There are millions, probably tens of millions of butterflies this year, said David Marriott, director of the Monarch Program in Encinitas: "It's a population explosion."

Such a phenomenon occurs about twice every decade, as the painted ladies flit in a steady stream along the Southern California coast and through desert and mountain passes toward the Pacific Northwest, Marriott said. The swarms usually disperse once they reach Santa Barbara, although some butterflies will travel as far as Oregon and Canada.

The orange, black and white-spotted creatures fly roughly 15 to 20 mph, said Julian P. Donahue, former curator of lepidoptera at the Natural History Museum of Los Angeles County, and assistant secretary of the Lepidopterists' Society. They feed on nectar from thistles and wildflowers along the way -- if scrub jays or speeding Escalades don't get them first.

In recent weeks, security guard Brian Hightower has sat in his air-conditioned booth outside the Huntington Botanical Gardens and watched throngs of painted ladies flutter by.
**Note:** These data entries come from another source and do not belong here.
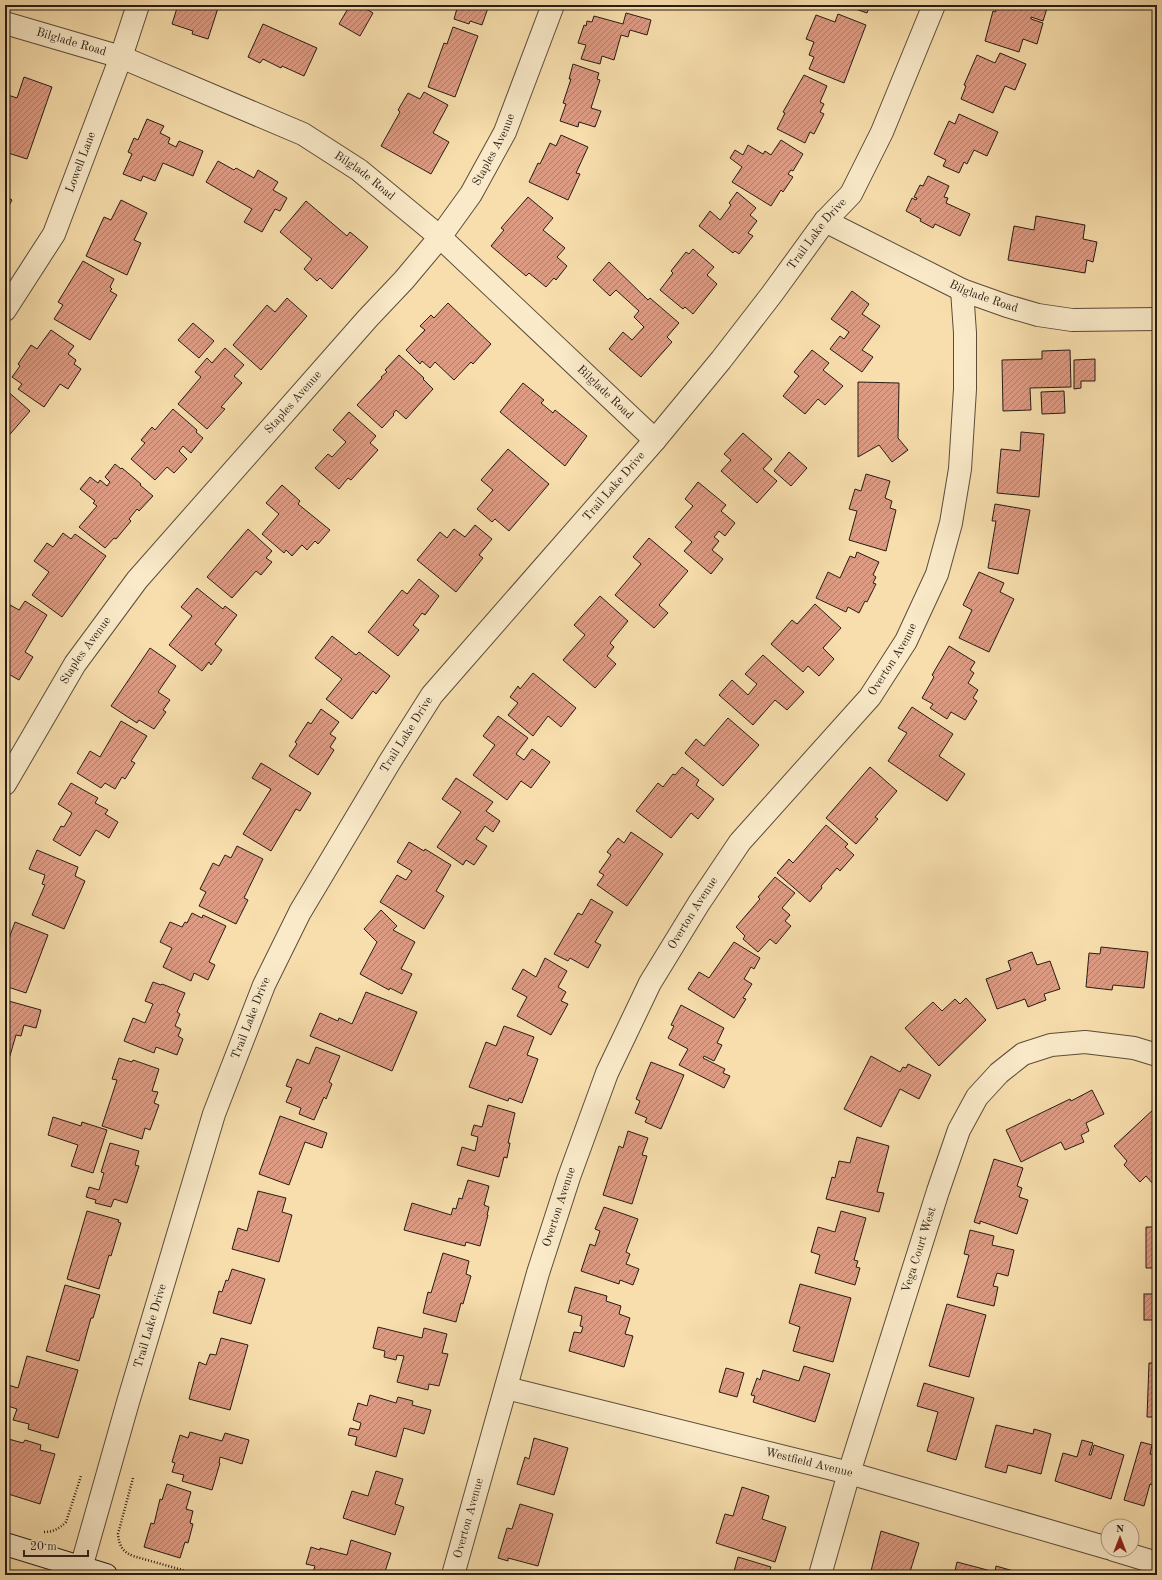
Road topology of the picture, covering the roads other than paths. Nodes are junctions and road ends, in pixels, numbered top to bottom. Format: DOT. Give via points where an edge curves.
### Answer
graph roads {
  1 [pos="138,5"];
  2 [pos="553,5"];
  3 [pos="934,5"];
  4 [pos="5,23"];
  5 [pos="121,57"];
  6 [pos="825,221"];
  7 [pos="440,237"];
  8 [pos="962,290"];
  9 [pos="5,310"];
  10 [pos="1157,319"];
  11 [pos="655,440"];
  12 [pos="5,784"];
  13 [pos="1157,1055"];
  14 [pos="506,1388"];
  15 [pos="849,1473"];
  16 [pos="5,1544"];
  17 [pos="1100,1546"];
  18 [pos="1140,1558"];
  19 [pos="1157,1563"];
  20 [pos="81,1571"];
  21 [pos="106,1575"];
  22 [pos="453,1575"];
  23 [pos="820,1575"];
  1 -- 5 [label="street, Lowell Lane"];
  2 -- 7 [label="street, Staples Avenue" via="505,132 471,194"];
  3 -- 6 [label="street, Trail Lake Drive" via="882,132 851,194"];
  4 -- 5 [label="street, Bilglade Road"];
  5 -- 7 [label="street, Bilglade Road" via="304,134 359,170"];
  5 -- 9 [label="street, Lowell Lane" via="54,234"];
  6 -- 8 [label="street, Bilglade Road"];
  6 -- 11 [label="street, Trail Lake Drive" via="763,306"];
  7 -- 11 [label="street, Bilglade Road"];
  7 -- 12 [label="street, Staples Avenue" via="137,580 75,664"];
  8 -- 10 [label="street, Bilglade Road" via="1038,315 1072,320"];
  8 -- 14 [label="street, Overton Avenue" via="965,389 960,469 951,523 937,574 906,641 870,697 740,842 650,983 607,1073 570,1177 538,1273"];
  11 -- 20 [label="street, Trail Lake Drive" via="432,695 300,912 264,985 214,1114 128,1402"];
  13 -- 15 [label="street, Vega Court West" via="1134,1048 1085,1042 1051,1045 1023,1054 999,1073 977,1097 959,1130 940,1185"];
  14 -- 15 [label="street, Westfield Avenue"];
  14 -- 22 [label="street, Overton Avenue"];
  15 -- 17 [label="street, Westfield Avenue"];
  15 -- 23 [label="street, Vega Court West"];
  16 -- 20 [label="street"];
  18 -- 19 [label="street"];
  20 -- 21 [label="street"];
}
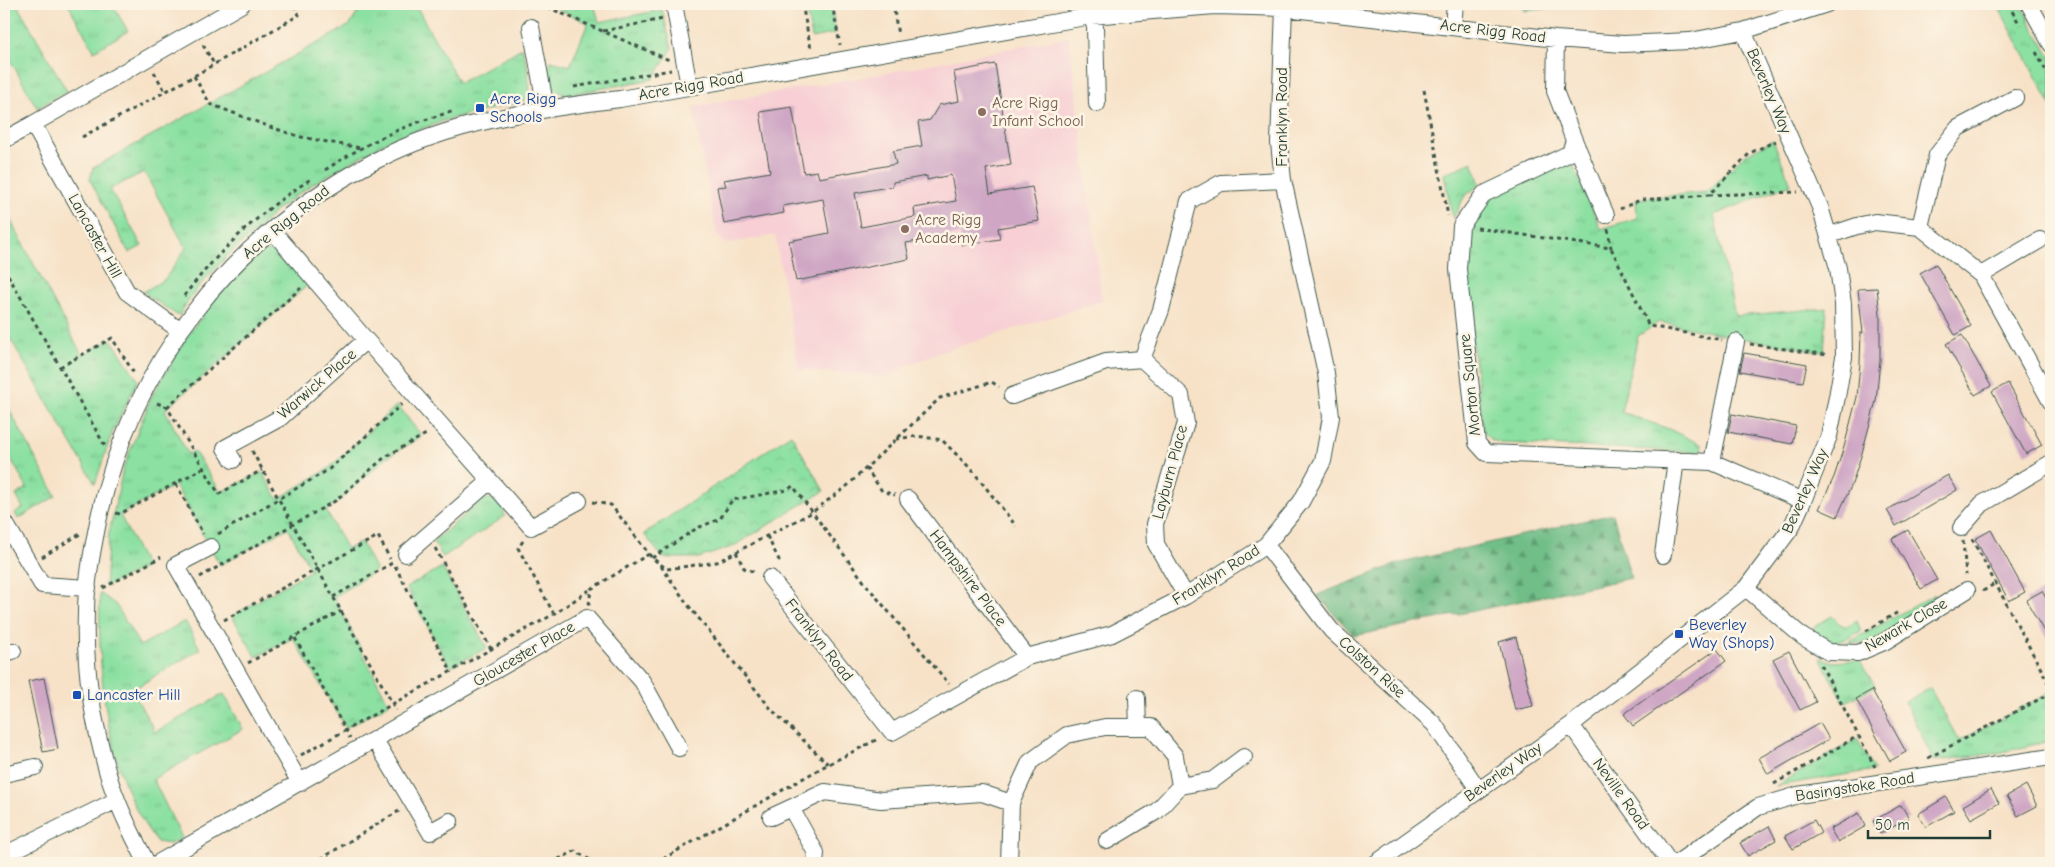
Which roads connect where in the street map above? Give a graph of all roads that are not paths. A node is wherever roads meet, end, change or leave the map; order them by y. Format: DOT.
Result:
graph roads {
  1 [pos="242,4"];
  2 [pos="1455,4"];
  3 [pos="1827,4"];
  4 [pos="2029,4"];
  5 [pos="1284,8"];
  6 [pos="675,10"];
  7 [pos="1090,10"];
  8 [pos="1453,26"];
  9 [pos="531,27"];
  10 [pos="1744,31"];
  11 [pos="1556,39"];
  12 [pos="2051,44"];
  13 [pos="689,86"];
  14 [pos="2015,98"];
  15 [pos="1097,104"];
  16 [pos="546,109"];
  17 [pos="33,124"];
  18 [pos="4,140"];
  19 [pos="1574,140"];
  20 [pos="1283,180"];
  21 [pos="1606,215"];
  22 [pos="1920,227"];
  23 [pos="272,230"];
  24 [pos="1830,234"];
  25 [pos="2040,240"];
  26 [pos="1981,275"];
  27 [pos="179,330"];
  28 [pos="366,340"];
  29 [pos="1736,342"];
  30 [pos="1142,359"];
  31 [pos="2049,393"];
  32 [pos="1012,396"];
  33 [pos="233,460"];
  34 [pos="1676,460"];
  35 [pos="1712,462"];
  36 [pos="2051,463"];
  37 [pos="490,481"];
  38 [pos="908,499"];
  39 [pos="579,501"];
  40 [pos="1803,501"];
  41 [pos="4,521"];
  42 [pos="1961,528"];
  43 [pos="207,541"];
  44 [pos="1266,545"];
  45 [pos="1663,555"];
  46 [pos="399,558"];
  47 [pos="770,578"];
  48 [pos="88,588"];
  49 [pos="1746,588"];
  50 [pos="1967,590"];
  51 [pos="1186,596"];
  52 [pos="1027,657"];
  53 [pos="1137,698"];
  54 [pos="1571,725"];
  55 [pos="1138,727"];
  56 [pos="375,740"];
  57 [pos="679,748"];
  58 [pos="1244,757"];
  59 [pos="2051,757"];
  60 [pos="35,767"];
  61 [pos="4,774"];
  62 [pos="300,783"];
  63 [pos="1180,786"];
  64 [pos="1478,789"];
  65 [pos="117,800"];
  66 [pos="1011,802"];
  67 [pos="790,808"];
  68 [pos="772,817"];
  69 [pos="450,821"];
  70 [pos="1107,841"];
  71 [pos="4,855"];
  72 [pos="147,863"];
  73 [pos="158,863"];
  74 [pos="815,863"];
  75 [pos="1009,863"];
  76 [pos="1376,863"];
  77 [pos="1670,863"];
  78 [pos="1677,863"];
  1 -- 17 [label="street"];
  2 -- 8 [label="street"];
  3 -- 10 [label="street, Acre Rigg Road"];
  4 -- 12 [label="street"];
  5 -- 7 [label="street, Acre Rigg Road"];
  5 -- 8 [label="street, Acre Rigg Road"];
  5 -- 20 [label="street, Franklyn Road"];
  6 -- 13 [label="street"];
  7 -- 13 [label="street, Acre Rigg Road"];
  7 -- 15 [label="street"];
  8 -- 11 [label="street, Acre Rigg Road"];
  9 -- 16 [label="street"];
  10 -- 11 [label="street, Acre Rigg Road"];
  10 -- 24 [label="street, Beverley Way"];
  11 -- 19 [label="street"];
  13 -- 16 [label="street, Acre Rigg Road"];
  14 -- 22 [label="street"];
  16 -- 23 [label="street, Acre Rigg Road"];
  17 -- 18 [label="street"];
  17 -- 27 [label="street, Lancaster Hill"];
  19 -- 21 [label="street"];
  19 -- 34 [label="street, Morton Square"];
  20 -- 30 [label="street"];
  20 -- 44 [label="street, Franklyn Road"];
  22 -- 24 [label="street"];
  22 -- 26 [label="street"];
  23 -- 27 [label="street, Acre Rigg Road"];
  23 -- 28 [label="street, Warwick Place"];
  24 -- 40 [label="street, Beverley Way"];
  25 -- 26 [label="street"];
  26 -- 31 [label="street"];
  27 -- 48 [label="street, Acre Rigg Road"];
  28 -- 33 [label="street, Warwick Place"];
  28 -- 37 [label="street, Warwick Place"];
  29 -- 35 [label="street"];
  30 -- 32 [label="street"];
  30 -- 51 [label="street, Layburn Place"];
  34 -- 35 [label="street, Morton Square"];
  34 -- 45 [label="street"];
  35 -- 40 [label="street, Morton Square"];
  36 -- 42 [label="street"];
  37 -- 39 [label="street, Warwick Place"];
  37 -- 46 [label="street"];
  38 -- 52 [label="street, Hampshire Place"];
  40 -- 49 [label="street, Beverley Way"];
  41 -- 48 [label="street"];
  43 -- 62 [label="street"];
  44 -- 51 [label="street, Franklyn Road"];
  44 -- 64 [label="street, Colston Rise"];
  47 -- 52 [label="street, Franklyn Road"];
  48 -- 65 [label="street, Acre Rigg Road"];
  49 -- 50 [label="street, Newark Close"];
  49 -- 54 [label="street, Beverley Way"];
  51 -- 52 [label="street, Franklyn Road"];
  53 -- 55 [label="street"];
  54 -- 64 [label="street, Beverley Way"];
  54 -- 77 [label="street, Neville Road"];
  55 -- 63 [label="street"];
  55 -- 66 [label="street"];
  56 -- 57 [label="street, Gloucester Place"];
  56 -- 62 [label="street, Gloucester Place"];
  56 -- 69 [label="street"];
  58 -- 63 [label="street"];
  59 -- 78 [label="street, Basingstoke Road"];
  60 -- 61 [label="street"];
  62 -- 73 [label="street, Gloucester Place"];
  63 -- 70 [label="street"];
  64 -- 76 [label="street, Beverley Way"];
  65 -- 71 [label="street"];
  65 -- 72 [label="street, Acre Rigg Road"];
  66 -- 67 [label="street"];
  66 -- 75 [label="street"];
  67 -- 68 [label="street"];
  67 -- 74 [label="street"];
}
"I'm fascinated by them," Hightower said, proudly adding that the San Marino location was in the butterflies' migration path.

The painted ladies started showing up after the last major rainstorm, he said.

"The hotter it got, you could just see about 1,000 per minute for 200 yards," he said.

In San Bernardino, Dave Goodward's fifth-grade science class lined up across a sunny ball field earlier this week, counting -- and occasionally chasing -- the butterflies.

"I got one! I got one!" hollered one of his students from Kimbark Elementary School, adding another catch to his class' unofficial butterfly census.

Painted ladies are a common sight in the heavily traveled Cajon Pass, where Interstate 15 snakes into the desert, but have not caused any problems, said Tony Nguyen, a San Bernardino-based Highway Patrol officer.